(Stored data entries)
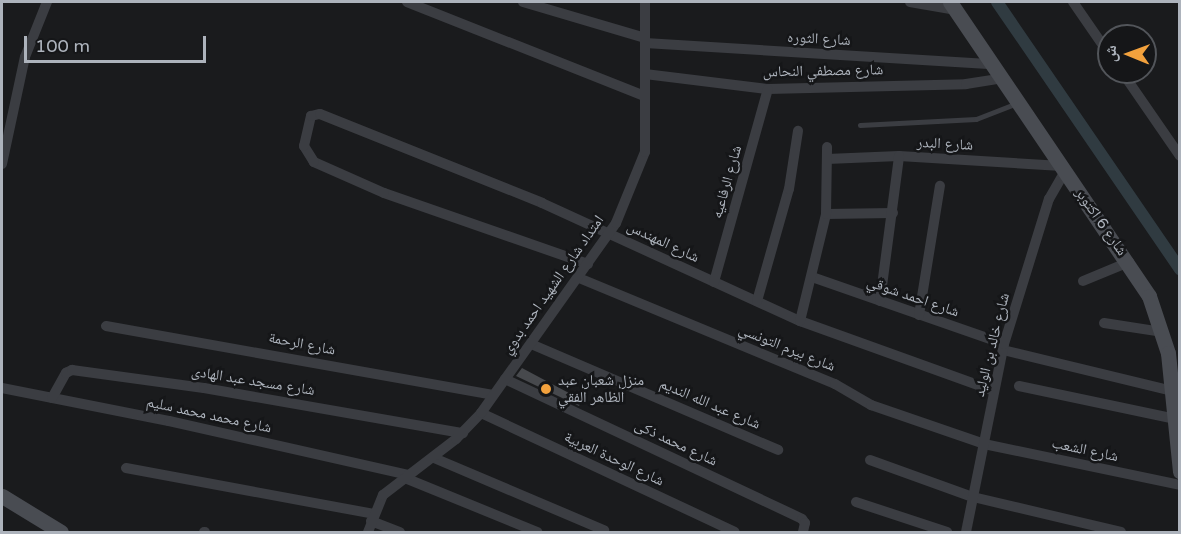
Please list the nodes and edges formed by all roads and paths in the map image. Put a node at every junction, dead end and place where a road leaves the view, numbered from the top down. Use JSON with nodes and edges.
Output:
{"nodes":[{"id":1,"x":47,"y":2,"type":"edge"},
{"id":2,"x":407,"y":2,"type":"edge"},
{"id":3,"x":523,"y":2,"type":"edge"},
{"id":4,"x":645,"y":2,"type":"edge"},
{"id":5,"x":910,"y":2,"type":"edge"},
{"id":6,"x":1072,"y":2,"type":"edge"},
{"id":7,"x":953,"y":6,"type":"edge"},
{"id":8,"x":1097,"y":37,"type":"edge"},
{"id":9,"x":645,"y":40,"type":"junction"},
{"id":10,"x":992,"y":64,"type":"junction"},
{"id":11,"x":645,"y":74,"type":"junction"},
{"id":12,"x":1002,"y":78,"type":"junction"},
{"id":13,"x":1131,"y":84,"type":"edge"},
{"id":14,"x":768,"y":89,"type":"junction"},
{"id":15,"x":645,"y":96,"type":"junction"},
{"id":16,"x":1018,"y":103,"type":"junction"},
{"id":17,"x":860,"y":125,"type":"dead end"},
{"id":18,"x":798,"y":132,"type":"dead end"},
{"id":19,"x":827,"y":147,"type":"dead end"},
{"id":20,"x":1177,"y":148,"type":"edge"},
{"id":21,"x":898,"y":156,"type":"junction"},
{"id":22,"x":827,"y":159,"type":"junction"},
{"id":23,"x":2,"y":164,"type":"edge"},
{"id":24,"x":1063,"y":169,"type":"junction"},
{"id":25,"x":940,"y":186,"type":"dead end"},
{"id":26,"x":893,"y":213,"type":"junction"},
{"id":27,"x":826,"y":214,"type":"junction"},
{"id":28,"x":610,"y":234,"type":"junction"},
{"id":29,"x":1130,"y":262,"type":"junction"},
{"id":30,"x":588,"y":264,"type":"junction"},
{"id":31,"x":812,"y":277,"type":"junction"},
{"id":32,"x":579,"y":278,"type":"junction"},
{"id":33,"x":1083,"y":281,"type":"dead end"},
{"id":34,"x":714,"y":282,"type":"junction"},
{"id":35,"x":880,"y":301,"type":"junction"},
{"id":36,"x":757,"y":302,"type":"junction"},
{"id":37,"x":919,"y":315,"type":"junction"},
{"id":38,"x":800,"y":321,"type":"junction"},
{"id":39,"x":1104,"y":323,"type":"dead end"},
{"id":40,"x":106,"y":326,"type":"dead end"},
{"id":41,"x":1163,"y":332,"type":"junction"},
{"id":42,"x":531,"y":344,"type":"junction"},
{"id":43,"x":1003,"y":347,"type":"junction"},
{"id":44,"x":505,"y":380,"type":"junction"},
{"id":45,"x":1019,"y":386,"type":"dead end"},
{"id":46,"x":2,"y":388,"type":"edge"},
{"id":47,"x":994,"y":391,"type":"junction"},
{"id":48,"x":1173,"y":391,"type":"junction"},
{"id":49,"x":493,"y":395,"type":"junction"},
{"id":50,"x":52,"y":398,"type":"junction"},
{"id":51,"x":481,"y":413,"type":"junction"},
{"id":52,"x":1176,"y":419,"type":"junction"},
{"id":53,"x":464,"y":433,"type":"junction"},
{"id":54,"x":984,"y":444,"type":"junction"},
{"id":55,"x":778,"y":450,"type":"dead end"},
{"id":56,"x":434,"y":458,"type":"junction"},
{"id":57,"x":870,"y":460,"type":"dead end"},
{"id":58,"x":126,"y":468,"type":"dead end"},
{"id":59,"x":1179,"y":471,"type":"edge"},
{"id":60,"x":406,"y":477,"type":"junction"},
{"id":61,"x":1179,"y":485,"type":"edge"},
{"id":62,"x":2,"y":496,"type":"edge"},
{"id":63,"x":973,"y":497,"type":"junction"},
{"id":64,"x":856,"y":502,"type":"dead end"},
{"id":65,"x":373,"y":518,"type":"junction"},
{"id":66,"x":604,"y":530,"type":"dead end"},
{"id":67,"x":61,"y":532,"type":"edge"},
{"id":68,"x":368,"y":532,"type":"edge"},
{"id":69,"x":400,"y":532,"type":"edge"},
{"id":70,"x":537,"y":532,"type":"edge"},
{"id":71,"x":735,"y":532,"type":"edge"},
{"id":72,"x":803,"y":532,"type":"edge"},
{"id":73,"x":947,"y":532,"type":"edge"},
{"id":74,"x":966,"y":532,"type":"edge"},
{"id":75,"x":1121,"y":532,"type":"edge"}],
"edges":[{"from":1,"to":23,"type":"street"},
{"from":2,"to":15,"type":"street"},
{"from":3,"to":9,"type":"street","name":"شارع الثوره"},
{"from":4,"to":9,"type":"street","name":"امتداد شارع الشهيد احمد بدوي"},
{"from":5,"to":7,"type":"street"},
{"from":6,"to":8,"type":"street"},
{"from":7,"to":10,"type":"main road","name":"شارع 6 اكتوبر"},
{"from":9,"to":10,"type":"street","name":"شارع الثوره"},
{"from":9,"to":11,"type":"street","name":"امتداد شارع الشهيد احمد بدوي"},
{"from":10,"to":12,"type":"main road","name":"شارع 6 اكتوبر"},
{"from":11,"to":14,"type":"street","name":"شارع مصطفي النحاس"},
{"from":11,"to":15,"type":"street","name":"امتداد شارع الشهيد احمد بدوي"},
{"from":12,"to":14,"type":"street","name":"شارع مصطفي النحاس"},
{"from":12,"to":16,"type":"main road","name":"شارع 6 اكتوبر"},
{"from":13,"to":20,"type":"street"},
{"from":14,"to":34,"type":"street","name":"شارع الرفاعيه"},
{"from":15,"to":28,"type":"street","name":"امتداد شارع الشهيد احمد بدوي"},
{"from":16,"to":17,"type":"lane"},
{"from":16,"to":24,"type":"main road","name":"شارع 6 اكتوبر"},
{"from":18,"to":36,"type":"street"},
{"from":19,"to":22,"type":"street"},
{"from":21,"to":22,"type":"street","name":"شارع البدر"},
{"from":21,"to":24,"type":"street","name":"شارع البدر"},
{"from":21,"to":26,"type":"street"},
{"from":22,"to":27,"type":"street"},
{"from":24,"to":29,"type":"main road","name":"شارع 6 اكتوبر"},
{"from":24,"to":43,"type":"street","name":"شارع خالد بن الوليد"},
{"from":25,"to":37,"type":"street"},
{"from":26,"to":27,"type":"street"},
{"from":26,"to":35,"type":"street"},
{"from":27,"to":31,"type":"street"},
{"from":28,"to":30,"type":"street","name":"امتداد شارع الشهيد احمد بدوي"},
{"from":28,"to":30,"type":"street","name":"شارع المهندس"},
{"from":28,"to":34,"type":"street","name":"شارع المهندس"},
{"from":29,"to":33,"type":"street"},
{"from":29,"to":41,"type":"main road","name":"شارع 6 اكتوبر"},
{"from":30,"to":32,"type":"street","name":"امتداد شارع الشهيد احمد بدوي"},
{"from":31,"to":35,"type":"street","name":"شارع احمد شوقي"},
{"from":31,"to":38,"type":"street"},
{"from":32,"to":42,"type":"street","name":"امتداد شارع الشهيد احمد بدوي"},
{"from":32,"to":54,"type":"street","name":"شارع بيرم التونسي"},
{"from":34,"to":36,"type":"street","name":"شارع المهندس"},
{"from":35,"to":37,"type":"street","name":"شارع احمد شوقي"},
{"from":36,"to":38,"type":"street","name":"شارع المهندس"},
{"from":37,"to":43,"type":"street","name":"شارع احمد شوقي"},
{"from":38,"to":47,"type":"street","name":"شارع المهندس"},
{"from":39,"to":41,"type":"street"},
{"from":40,"to":49,"type":"street","name":"شارع الرحمة"},
{"from":41,"to":48,"type":"main road","name":"شارع 6 اكتوبر"},
{"from":42,"to":44,"type":"street","name":"امتداد شارع الشهيد احمد بدوي"},
{"from":42,"to":55,"type":"street","name":"شارع عبد الله النديم"},
{"from":43,"to":47,"type":"street","name":"شارع خالد بن الوليد"},
{"from":43,"to":48,"type":"street","name":"شارع احمد شوقي"},
{"from":44,"to":49,"type":"street","name":"امتداد شارع الشهيد احمد بدوي"},
{"from":44,"to":72,"type":"street","name":"شارع محمد ذكى"},
{"from":45,"to":52,"type":"street"},
{"from":46,"to":50,"type":"street","name":"شارع محمد محمد سليم"},
{"from":47,"to":54,"type":"street","name":"شارع خالد بن الوليد"},
{"from":48,"to":52,"type":"main road","name":"شارع 6 اكتوبر"},
{"from":49,"to":51,"type":"street","name":"امتداد شارع الشهيد احمد بدوي"},
{"from":50,"to":53,"type":"street","name":"شارع مسجد عبد الهادى"},
{"from":50,"to":60,"type":"street","name":"شارع محمد محمد سليم"},
{"from":51,"to":53,"type":"street","name":"امتداد شارع الشهيد احمد بدوي"},
{"from":51,"to":71,"type":"street","name":"شارع الوحدة العربية"},
{"from":52,"to":59,"type":"main road","name":"شارع 6 اكتوبر"},
{"from":53,"to":56,"type":"street","name":"امتداد شارع الشهيد احمد بدوي"},
{"from":54,"to":61,"type":"street","name":"شارع الشعب"},
{"from":54,"to":63,"type":"street","name":"شارع خالد بن الوليد"},
{"from":56,"to":60,"type":"street","name":"امتداد شارع الشهيد احمد بدوي"},
{"from":56,"to":66,"type":"street"},
{"from":57,"to":63,"type":"street"},
{"from":58,"to":65,"type":"street"},
{"from":60,"to":65,"type":"street","name":"امتداد شارع الشهيد احمد بدوي"},
{"from":60,"to":70,"type":"street","name":"شارع محمد محمد سليم"},
{"from":62,"to":67,"type":"main road"},
{"from":63,"to":74,"type":"street","name":"شارع خالد بن الوليد"},
{"from":63,"to":75,"type":"street"},
{"from":64,"to":73,"type":"street"},
{"from":65,"to":68,"type":"street","name":"امتداد شارع الشهيد احمد بدوي"},
{"from":65,"to":69,"type":"street"}]}
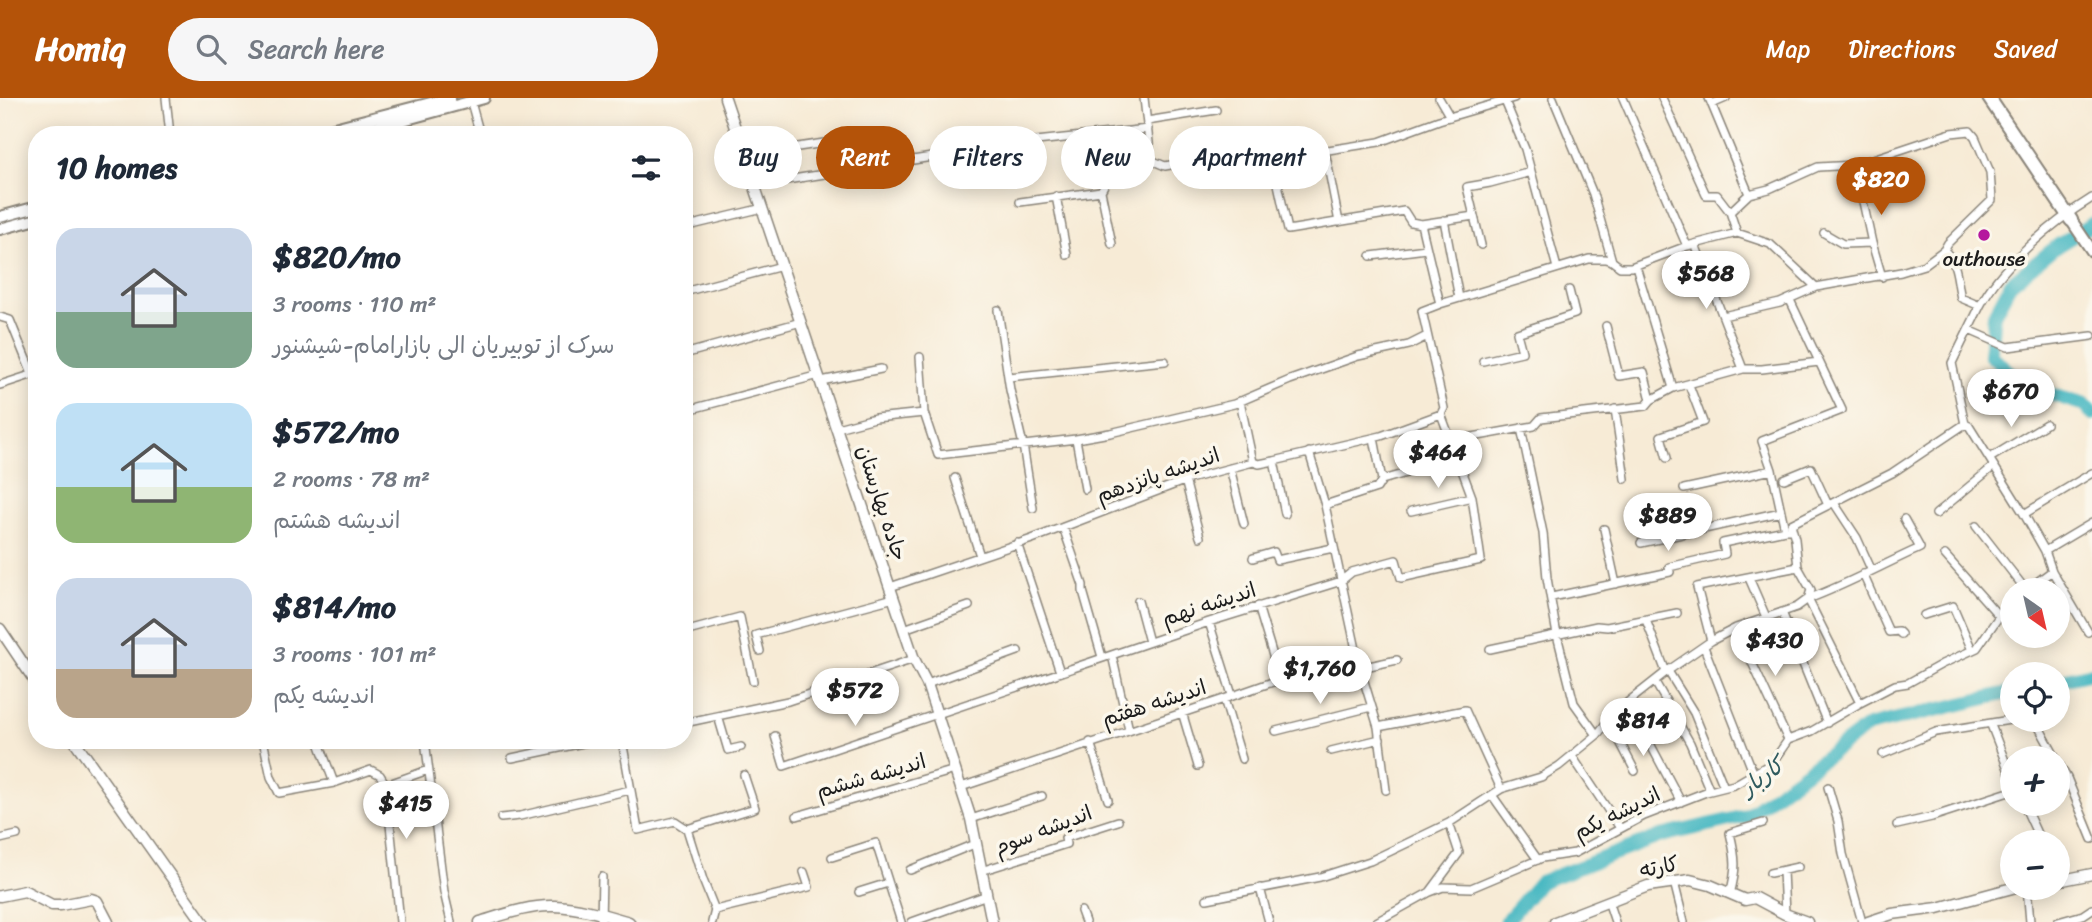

# What is expected
Each line above where the word "الثوره" occurs should be returned in full.

# Written reply
{"from":3,"to":9,"type":"street","name":"شارع الثوره"},
{"from":9,"to":10,"type":"street","name":"شارع الثوره"},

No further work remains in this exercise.